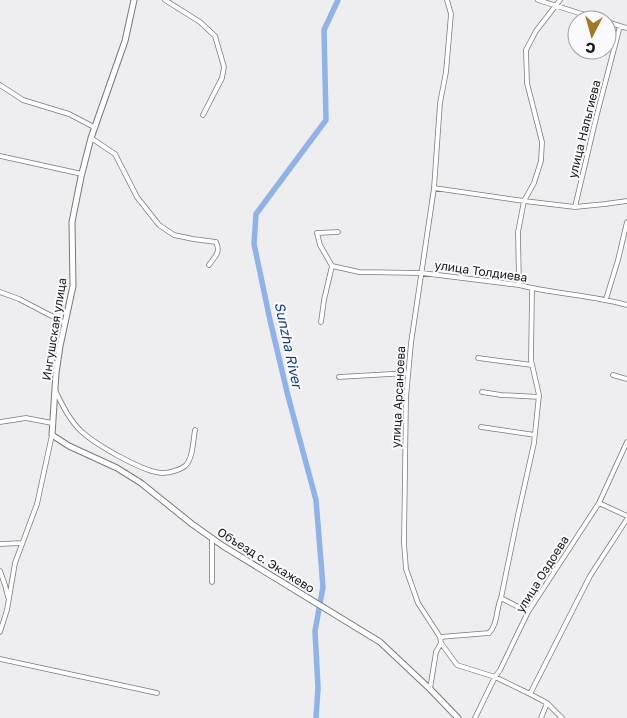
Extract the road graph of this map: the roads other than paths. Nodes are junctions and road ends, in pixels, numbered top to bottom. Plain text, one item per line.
1 (134, 0) edge
2 (165, 0) edge
3 (447, 0) edge
4 (538, 0) edge
5 (560, 0) edge
6 (555, 6) junction
7 (568, 10) edge
8 (617, 25) edge
9 (620, 26) junction
10 (627, 28) edge
11 (0, 85) edge
12 (203, 115) dead end
13 (94, 127) junction
14 (91, 138) junction
15 (0, 156) edge
16 (82, 174) junction
17 (434, 188) junction
18 (524, 201) junction
19 (627, 201) edge
20 (575, 207) junction
21 (627, 222) edge
22 (338, 232) dead end
23 (209, 265) dead end
24 (332, 266) junction
25 (422, 273) junction
26 (518, 286) junction
27 (532, 289) junction
28 (0, 292) edge
29 (606, 299) junction
30 (627, 305) edge
31 (321, 322) dead end
32 (65, 323) junction
33 (478, 358) dead end
34 (532, 365) junction
35 (408, 373) junction
36 (613, 375) dead end
37 (339, 377) dead end
38 (627, 379) edge
39 (55, 390) junction
40 (482, 392) dead end
41 (539, 397) junction
42 (0, 422) edge
43 (52, 423) junction
44 (481, 427) dead end
45 (194, 430) dead end
46 (52, 435) junction
47 (535, 435) junction
48 (627, 442) edge
49 (599, 503) junction
50 (627, 517) edge
51 (212, 538) junction
52 (22, 543) junction
53 (0, 544) edge
54 (0, 571) edge
55 (212, 582) dead end
56 (501, 598) junction
57 (8, 602) junction
58 (528, 612) junction
59 (0, 632) edge
60 (440, 637) junction
61 (441, 643) junction
62 (0, 660) edge
63 (495, 677) junction
64 (430, 689) junction
65 (157, 693) dead end
66 (530, 694) junction
67 (547, 703) junction
68 (458, 718) edge
69 (476, 718) edge
70 (541, 718) edge
71 (562, 718) edge

1 - 13 main road, Ингушская улица
2 - 12 street
3 - 17 street, улица Арсаноева
4 - 6 street
5 - 6 street
6 - 7 street
6 - 18 street
8 - 9 street
9 - 10 street
9 - 20 street, улица Нальгиева
11 - 13 street
13 - 14 main road, Ингушская улица
14 - 16 main road, Ингушская улица
14 - 23 street
15 - 16 street
16 - 32 main road, Ингушская улица
17 - 18 street
17 - 25 street, улица Арсаноева
18 - 20 street
18 - 26 street
19 - 20 street
21 - 29 street
22 - 24 street
24 - 25 street, улица Толдиева
24 - 31 street
25 - 26 street, улица Толдиева
25 - 35 street, улица Арсаноева
26 - 27 street, улица Толдиева
27 - 29 street, улица Толдиева
27 - 34 street
28 - 32 street
29 - 30 street, улица Толдиева
32 - 39 main road, Ингушская улица
33 - 34 street
34 - 41 street
35 - 37 street
35 - 60 street, улица Арсаноева
36 - 38 street
39 - 43 main road, Ингушская улица
39 - 45 street
40 - 41 street
41 - 47 street
42 - 43 street
43 - 46 main road, Ингушская улица
44 - 47 street
46 - 51 main road, Объезд с. Экажево
46 - 52 street, Ингушская улица
47 - 56 street
48 - 49 street, улица Оздоева
49 - 50 street
49 - 58 street, улица Оздоева
50 - 66 street
51 - 55 street
51 - 64 main road, Объезд с. Экажево
52 - 53 street
52 - 57 street, Ингушская улица
54 - 57 street
56 - 58 street
56 - 60 street
57 - 59 street, Ингушская улица
58 - 63 street, улица Оздоева
60 - 61 street, улица Арсаноева
61 - 63 street, улица Арсаноева
61 - 64 street
62 - 65 street
63 - 66 street, улица Арсаноева
63 - 69 street, улица Оздоева
64 - 68 main road, Объезд с. Экажево
66 - 67 street, улица Арсаноева
67 - 70 street
67 - 71 street, улица Арсаноева

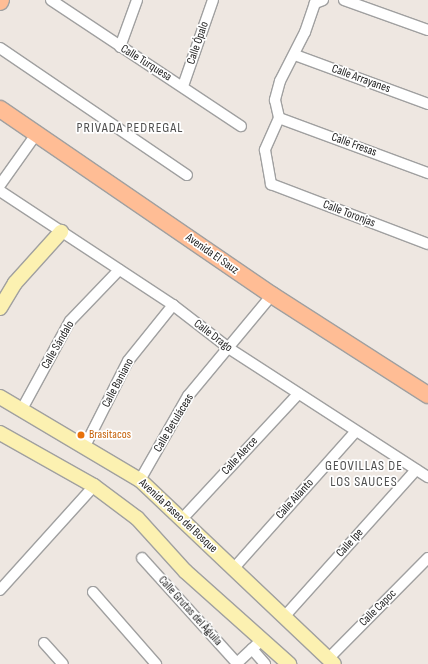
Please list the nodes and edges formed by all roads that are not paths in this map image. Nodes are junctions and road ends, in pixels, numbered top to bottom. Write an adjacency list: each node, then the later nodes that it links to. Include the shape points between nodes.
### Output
1 (51, 0): 7 (street, Calle Turquesa)
2 (137, 0): 7 (street)
3 (213, 0): 10 (street, Calle Ópalo)
4 (323, 0): 9 (street, via 315,3)
5 (344, 0): 6 (street)
6 (428, 30)
7 (120, 47): 10 (street, Calle Turquesa)
8 (0, 48): 17 (street)
9 (295, 55): 11 (street, Calle Arrayanes); 13 (street, via 280,81 275,100)
10 (183, 86): 14 (street, Calle Turquesa)
11 (428, 104)
12 (0, 109): 15 (main road, Avenida El Sauz)
13 (279, 118): 16 (street, Calle Fresas); 21 (street, Calle Toronjas, via 265,150 271,184)
14 (241, 126)
15 (37, 133): 18 (street); 23 (main road, Avenida El Sauz)
16 (428, 173)
17 (187, 175)
18 (0, 185)
19 (0, 192): 20 (street, Calle Drago)
20 (61, 232): 22 (street, Calle Drago); 25 (main road, via 15,283)
21 (428, 244)
22 (120, 270): 24 (street, Calle Drago); 30 (street, Calle Sándalo, via 70,321)
23 (272, 295): 26 (street, Calle Betuláceas); 28 (main road, Avenida El Sauz)
24 (172, 305): 26 (street, Calle Drago); 33 (street, Calle Baniano, via 128,361)
25 (0, 308)
26 (230, 349): 27 (street, Calle Drago); 36 (street, Calle Betuláceas, via 188,396)
27 (298, 394): 31 (street, Calle Drago); 38 (street, Calle Alerce)
28 (428, 395)
29 (0, 397): 30 (main road, Avenida Paseo del Bosque)
30 (22, 409): 33 (main road, Avenida Paseo del Bosque)
31 (356, 431): 34 (street, Calle Drago); 41 (street, Calle Ailanto)
32 (0, 433): 37 (main road)
33 (85, 446): 36 (main road, Avenida Paseo del Bosque)
34 (416, 470): 35 (street, Calle Drago); 44 (street, Calle Ipe)
35 (428, 477)
36 (140, 480): 38 (main road, Avenida Paseo del Bosque)
37 (94, 486): 42 (street); 45 (main road, via 137,518 184,571)
38 (182, 519): 41 (main road, Avenida Paseo del Bosque)
39 (142, 558): 51 (street, Calle Grutas del Águila)
40 (428, 558): 48 (street, Calle Capoc)
41 (234, 568): 44 (main road, Avenida Paseo del Bosque)
42 (0, 590)
43 (93, 592): 50 (street)
44 (284, 616): 48 (main road, Avenida Paseo del Bosque)
45 (263, 639): 47 (street); 53 (main road)
46 (44, 643): 49 (street)
47 (252, 649): 51 (street); 52 (street)
48 (331, 661)
49 (63, 664)
50 (156, 664)
51 (237, 664)
52 (265, 664)
53 (289, 664)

● **WHAT YOU WILL DO**:
Scan the material above. Extract every line in which the word "junctions" occurs.

● **OUTPUT OF THE TASK**:
Extract the road graph of this map: the roads other than paths. Nodes are junctions and road ends, in pixels, numbered top to bottom. Plain text, one item per line.
Please list the nodes and edges formed by all roads that are not paths in this map image. Nodes are junctions and road ends, in pixels, numbered top to bottom. Write an adjacency list: each node, then the later nodes that it links to. Include the shape points between nodes.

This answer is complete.